Qui sont les hommes et les femmes capables d’inventer la nouvelle civilisation que vous appelez de vos vœux ?
N.H. : Les solutions ne sortiront pas des moules habituels. Elles ne viendront pas de ceux qui sont obsédés par une croissance économique qui ne vaut que pour elle-même. Il faut chercher ailleurs. C’est cette curiosité qui doit animer nos décideurs. Les personnes qui réfléchissent et qui vont loin ne manquent pas. Tenez, je vois sur mon bureau quelques auteurs qui m’ont inspiré récemment : Richard Heinberg, Thomas d’Ansembourg, François Flahaut, Patrick Viveret, Bernard Lietaer, Hervé Kempf…
Quel regard portez-vous sur le Grenelle de l’environnement ?
N.H. : Je suis heureux de voir ce qui se passe dans notre pays. C'est pas un peu en contradiction avec ce qui est dit au dessus ?
Mais il va falloir brûler les étapes suivantes Sans rejeter trop de carbone lol car si nous n’avons pas de réponse à la hauteur de l’emballement, je crains que cela ne suffise pas. L’élection de Barack Obama me donne un grand espoir. Mais notre rôle, en tant qu’ONG, à quelques mois de la conférence sur le climat de Copenhague, ne se limitera certainement pas à faire des propositions gentillettes. Ce qui était donc dle cas avant..bel aveu
N’est-il pas contradictoire de prôner d’une part un changement de modèle, comme vous le faites, et d’autre part de travailler pour une chaîne de télévision pas uniquement réputée pour ses programmes éducatifs ?
N.H. : Est-ce que le fait de produire les émissions Ushaïa pour TF1 contraint ma parole ? Non. Dans ce film, auquel TF1 participe, je n’ai pas changé un mot, pas une image. J’essaie d’appliquer la théorie du cheval de Troie. On doit combattre le système de l’intérieur, comme de l’éxtérieur. (C'est donc ça..une guerilla interne ) Quand une entreprise comme TF1 donne des millions d’euros d’espaces publicitaires à une fondation comme la mienne, je suis ravi. (ça c'est un vrai argument pour dire que TF1 est écolo..l a vente de produits dérivés n'a rien à voir là dedans.
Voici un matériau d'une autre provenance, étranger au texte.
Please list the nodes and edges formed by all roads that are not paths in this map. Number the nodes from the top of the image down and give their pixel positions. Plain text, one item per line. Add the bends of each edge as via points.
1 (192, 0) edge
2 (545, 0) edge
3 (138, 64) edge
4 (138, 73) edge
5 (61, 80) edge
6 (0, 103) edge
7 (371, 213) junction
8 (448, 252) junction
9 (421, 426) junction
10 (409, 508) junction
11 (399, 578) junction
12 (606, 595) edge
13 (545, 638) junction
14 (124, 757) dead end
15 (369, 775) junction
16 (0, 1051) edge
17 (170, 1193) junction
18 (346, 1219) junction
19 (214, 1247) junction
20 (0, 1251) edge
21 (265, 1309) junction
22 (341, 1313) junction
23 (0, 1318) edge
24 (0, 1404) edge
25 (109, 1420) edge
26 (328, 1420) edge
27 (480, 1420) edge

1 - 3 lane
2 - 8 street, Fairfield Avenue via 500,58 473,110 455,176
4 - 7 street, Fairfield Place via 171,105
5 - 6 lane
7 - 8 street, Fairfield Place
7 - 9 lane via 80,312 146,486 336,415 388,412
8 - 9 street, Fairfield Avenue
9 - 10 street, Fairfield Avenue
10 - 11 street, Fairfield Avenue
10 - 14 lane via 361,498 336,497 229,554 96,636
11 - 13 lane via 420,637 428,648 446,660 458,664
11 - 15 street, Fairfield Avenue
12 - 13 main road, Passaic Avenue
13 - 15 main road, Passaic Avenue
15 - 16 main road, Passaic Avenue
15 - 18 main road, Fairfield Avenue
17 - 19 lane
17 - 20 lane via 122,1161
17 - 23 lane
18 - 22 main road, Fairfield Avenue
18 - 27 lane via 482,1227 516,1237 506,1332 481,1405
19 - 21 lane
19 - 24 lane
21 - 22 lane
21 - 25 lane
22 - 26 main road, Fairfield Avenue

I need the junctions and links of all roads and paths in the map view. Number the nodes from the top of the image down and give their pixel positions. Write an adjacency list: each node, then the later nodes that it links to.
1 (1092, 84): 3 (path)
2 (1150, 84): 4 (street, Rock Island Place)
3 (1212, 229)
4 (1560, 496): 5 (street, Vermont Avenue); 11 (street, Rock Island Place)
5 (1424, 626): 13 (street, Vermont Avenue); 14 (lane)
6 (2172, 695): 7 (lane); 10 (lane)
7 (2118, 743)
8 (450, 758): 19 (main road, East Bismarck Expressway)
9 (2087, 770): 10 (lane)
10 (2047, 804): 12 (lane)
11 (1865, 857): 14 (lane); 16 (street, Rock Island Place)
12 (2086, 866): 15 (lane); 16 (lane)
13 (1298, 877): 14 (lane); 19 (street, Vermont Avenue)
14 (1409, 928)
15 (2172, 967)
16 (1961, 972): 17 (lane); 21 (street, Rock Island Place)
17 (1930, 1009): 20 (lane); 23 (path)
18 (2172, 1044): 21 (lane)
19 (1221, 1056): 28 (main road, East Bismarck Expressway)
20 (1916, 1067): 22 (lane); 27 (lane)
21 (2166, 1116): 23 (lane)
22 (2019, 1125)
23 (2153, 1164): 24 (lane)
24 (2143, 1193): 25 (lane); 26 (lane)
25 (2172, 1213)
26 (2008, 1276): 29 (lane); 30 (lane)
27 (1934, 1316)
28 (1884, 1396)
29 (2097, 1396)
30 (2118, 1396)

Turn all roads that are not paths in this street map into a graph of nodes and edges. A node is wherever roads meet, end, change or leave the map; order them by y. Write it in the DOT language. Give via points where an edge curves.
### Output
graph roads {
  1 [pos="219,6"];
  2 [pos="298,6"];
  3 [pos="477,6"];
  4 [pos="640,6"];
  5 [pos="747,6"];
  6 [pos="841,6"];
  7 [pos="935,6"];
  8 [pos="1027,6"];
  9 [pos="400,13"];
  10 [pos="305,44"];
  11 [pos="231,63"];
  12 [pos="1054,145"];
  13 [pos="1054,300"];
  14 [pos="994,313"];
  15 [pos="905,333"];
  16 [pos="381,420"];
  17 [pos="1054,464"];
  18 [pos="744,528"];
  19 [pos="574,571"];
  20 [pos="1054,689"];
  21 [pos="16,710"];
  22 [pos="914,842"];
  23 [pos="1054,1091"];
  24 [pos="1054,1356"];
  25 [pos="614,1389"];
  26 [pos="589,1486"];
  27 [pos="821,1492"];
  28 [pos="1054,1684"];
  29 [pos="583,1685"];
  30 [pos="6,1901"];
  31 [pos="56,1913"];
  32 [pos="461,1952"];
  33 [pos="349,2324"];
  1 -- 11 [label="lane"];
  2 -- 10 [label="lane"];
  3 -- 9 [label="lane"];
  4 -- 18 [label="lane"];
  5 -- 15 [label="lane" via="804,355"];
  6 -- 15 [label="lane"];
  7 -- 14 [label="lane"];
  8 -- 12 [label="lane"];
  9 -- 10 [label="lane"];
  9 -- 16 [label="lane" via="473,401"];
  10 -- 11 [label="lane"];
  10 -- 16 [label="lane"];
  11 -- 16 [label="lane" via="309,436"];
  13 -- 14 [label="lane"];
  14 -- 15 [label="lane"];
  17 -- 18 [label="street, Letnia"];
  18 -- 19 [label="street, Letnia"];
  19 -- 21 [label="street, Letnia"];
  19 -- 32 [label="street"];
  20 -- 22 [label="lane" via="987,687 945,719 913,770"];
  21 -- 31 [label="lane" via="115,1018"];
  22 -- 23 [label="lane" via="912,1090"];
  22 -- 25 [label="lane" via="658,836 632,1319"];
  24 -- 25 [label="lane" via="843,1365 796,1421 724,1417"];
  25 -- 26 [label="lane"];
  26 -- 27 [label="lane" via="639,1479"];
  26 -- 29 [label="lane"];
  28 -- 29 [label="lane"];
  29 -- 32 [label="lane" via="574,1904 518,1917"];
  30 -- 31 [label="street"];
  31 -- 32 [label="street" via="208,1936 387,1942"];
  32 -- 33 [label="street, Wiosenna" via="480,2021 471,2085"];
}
ET puis depuis qu'il prône la nationalisation du système bancaire sur TF 1 il n'a eu aucun souci ) Je pense que vous pouvez nous être gré d’avoir, avec la Fondation, fait bouger les lignes. Si le fait de travailler pour TF1 m’empêchait de m’exprimer, je reverrais ma position. Ma liberté de parole n’est pas inféodée. Dans mon long-métrage, je remets en cause une certaine forme de télévision. J’essaie d’utiliser ce qui peut apparaître comme une forme de handicap. A TF1 il y a la logique d’un système dont je ne suis pas ignorant, mais il y a aussi des hommes et des femmes sur lesquels on peut compter. C’est ma stratégie. Elle a ses limites. Mais je n’ai qu’une règle : jamais ma liberté de parole ne peut être limitée. J’ai cete chance – et je n’en tire d’ailleurs aucun orgueil – de ne pas avoir besoin de TF1 ni pour vivre, ni pour exister.